[Saved data entries]

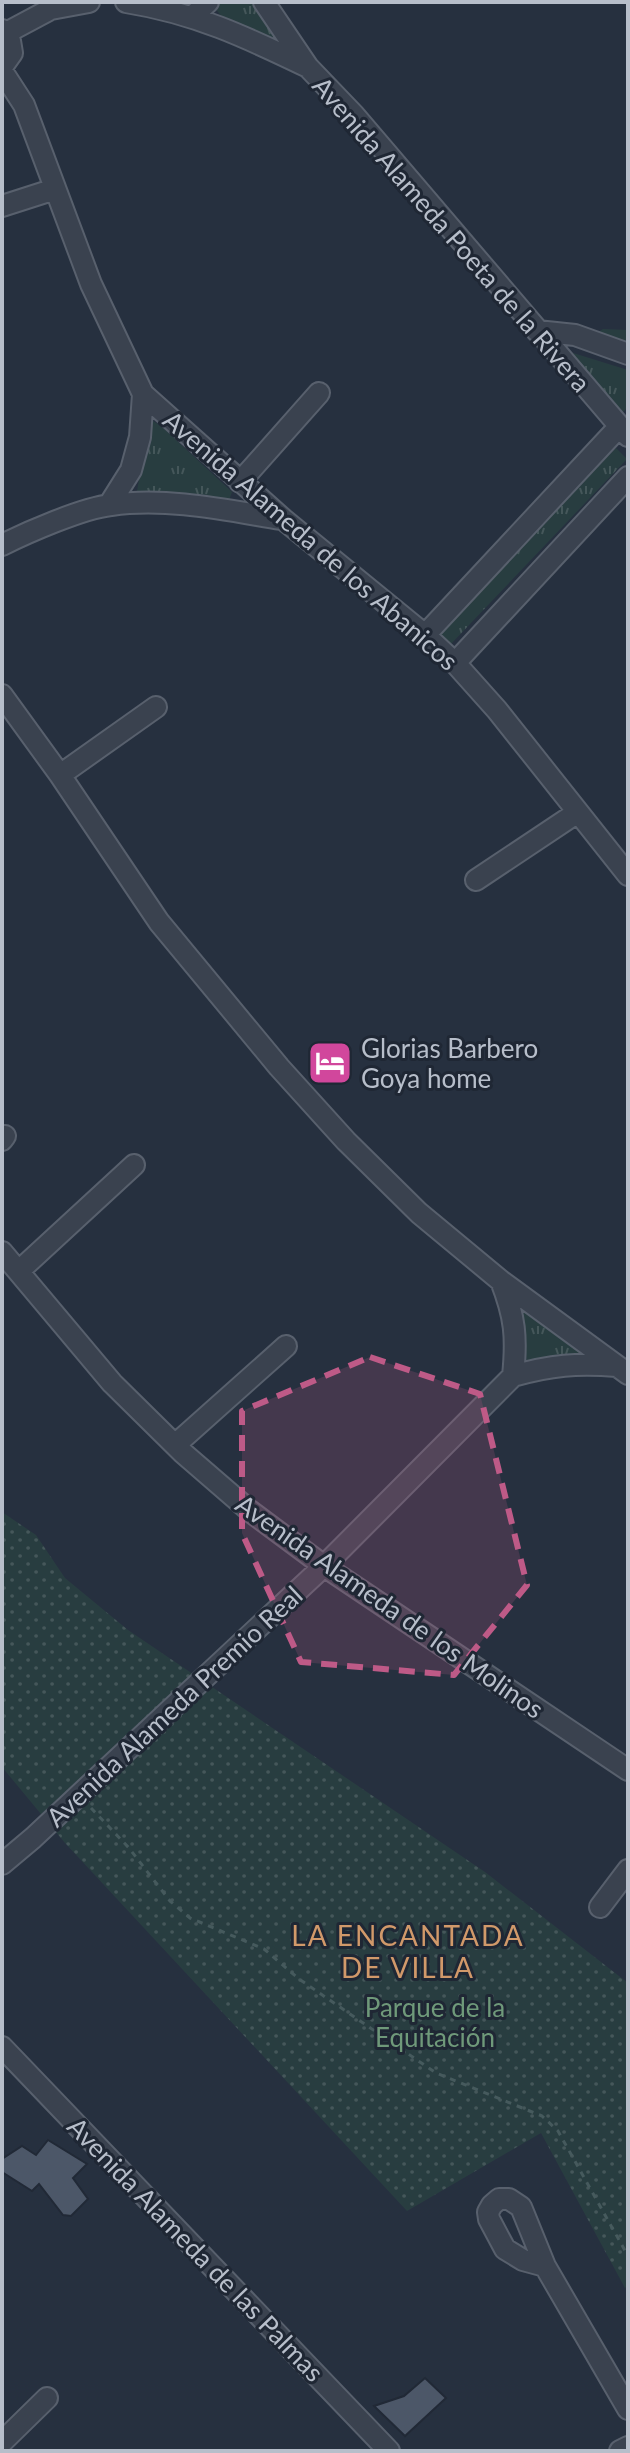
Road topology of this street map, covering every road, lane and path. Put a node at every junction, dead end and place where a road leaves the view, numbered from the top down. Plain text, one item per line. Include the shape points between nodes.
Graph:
1 (89, 2) edge
2 (126, 2) edge
3 (264, 2) edge
4 (53, 6) edge
5 (200, 9) edge
6 (4, 32) edge
7 (308, 67) junction
8 (2, 69) edge
9 (55, 189) junction
10 (2, 206) edge
11 (537, 331) junction
12 (628, 354) edge
13 (319, 393) dead end
14 (143, 394) junction
15 (624, 432) edge
16 (628, 477) edge
17 (240, 482) junction
18 (109, 505) junction
19 (283, 519) junction
20 (2, 545) edge
21 (425, 635) junction
22 (455, 663) junction
23 (2, 695) edge
24 (156, 707) dead end
25 (60, 775) junction
26 (578, 812) junction
27 (628, 875) edge
28 (476, 880) dead end
29 (134, 1165) dead end
30 (2, 1252) edge
31 (20, 1270) junction
32 (501, 1281) junction
33 (286, 1346) dead end
34 (622, 1370) edge
35 (513, 1376) junction
36 (175, 1445) junction
37 (324, 1566) junction
38 (628, 1770) edge
39 (79, 1795) junction
40 (2, 1864) edge
41 (628, 1870) edge
42 (600, 1907) dead end
43 (2, 2047) edge
44 (628, 2256) edge
45 (545, 2266) dead end
46 (47, 2398) dead end
47 (628, 2409) edge
48 (2, 2442) edge
49 (628, 2447) edge
50 (389, 2451) edge
51 (620, 2451) edge

1 - 4 street
2 - 5 street, Avenida Alameda Poeta de la Rivera
3 - 7 street, Avenida Alameda Poeta de la Rivera
4 - 6 street
5 - 7 street, Avenida Alameda Poeta de la Rivera
6 - 8 street via 12,53
7 - 11 street, Avenida Alameda Poeta de la Rivera
8 - 9 street via 24,105
9 - 10 street
9 - 14 street via 91,284
11 - 12 street via 575,335
11 - 15 street, Avenida Alameda Poeta de la Rivera
13 - 17 street
14 - 17 street, Avenida Alameda de los Abanicos
14 - 18 street via 131,470
15 - 21 street
16 - 22 street
17 - 19 street, Avenida Alameda de los Abanicos
18 - 19 street via 214,508
18 - 20 street
19 - 21 street, Avenida Alameda de los Abanicos
21 - 22 street, Avenida Alameda de los Abanicos
22 - 26 street, Avenida Alameda de los Abanicos
23 - 25 street
24 - 25 street
25 - 32 street via 159,922 279,1067 419,1213
26 - 27 street, Avenida Alameda de los Abanicos
26 - 28 street
29 - 31 street
30 - 31 street, Avenida Alameda de los Molinos
31 - 36 street, Avenida Alameda de los Molinos via 112,1383
32 - 34 street
32 - 35 street via 514,1313
33 - 36 street
34 - 35 street, Avenida Alameda Premio Real via 577,1363
35 - 37 street, Avenida Alameda Premio Real
36 - 37 street, Avenida Alameda de los Molinos
37 - 38 street, Avenida Alameda de los Molinos
37 - 39 street, Avenida Alameda Premio Real
39 - 40 street, Avenida Alameda Premio Real
39 - 44 path via 190,1918 264,1949 436,2073 542,2116 558,2131
41 - 42 street
43 - 50 street, Avenida Alameda de las Palmas
45 - 47 street
46 - 48 street
49 - 51 street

### TASK STATEMENT
Which lines in the records above contain the string "Premio"? Copy each one.

### WORKED SOLUTION
34 - 35 street, Avenida Alameda Premio Real via 577,1363
35 - 37 street, Avenida Alameda Premio Real
37 - 39 street, Avenida Alameda Premio Real
39 - 40 street, Avenida Alameda Premio Real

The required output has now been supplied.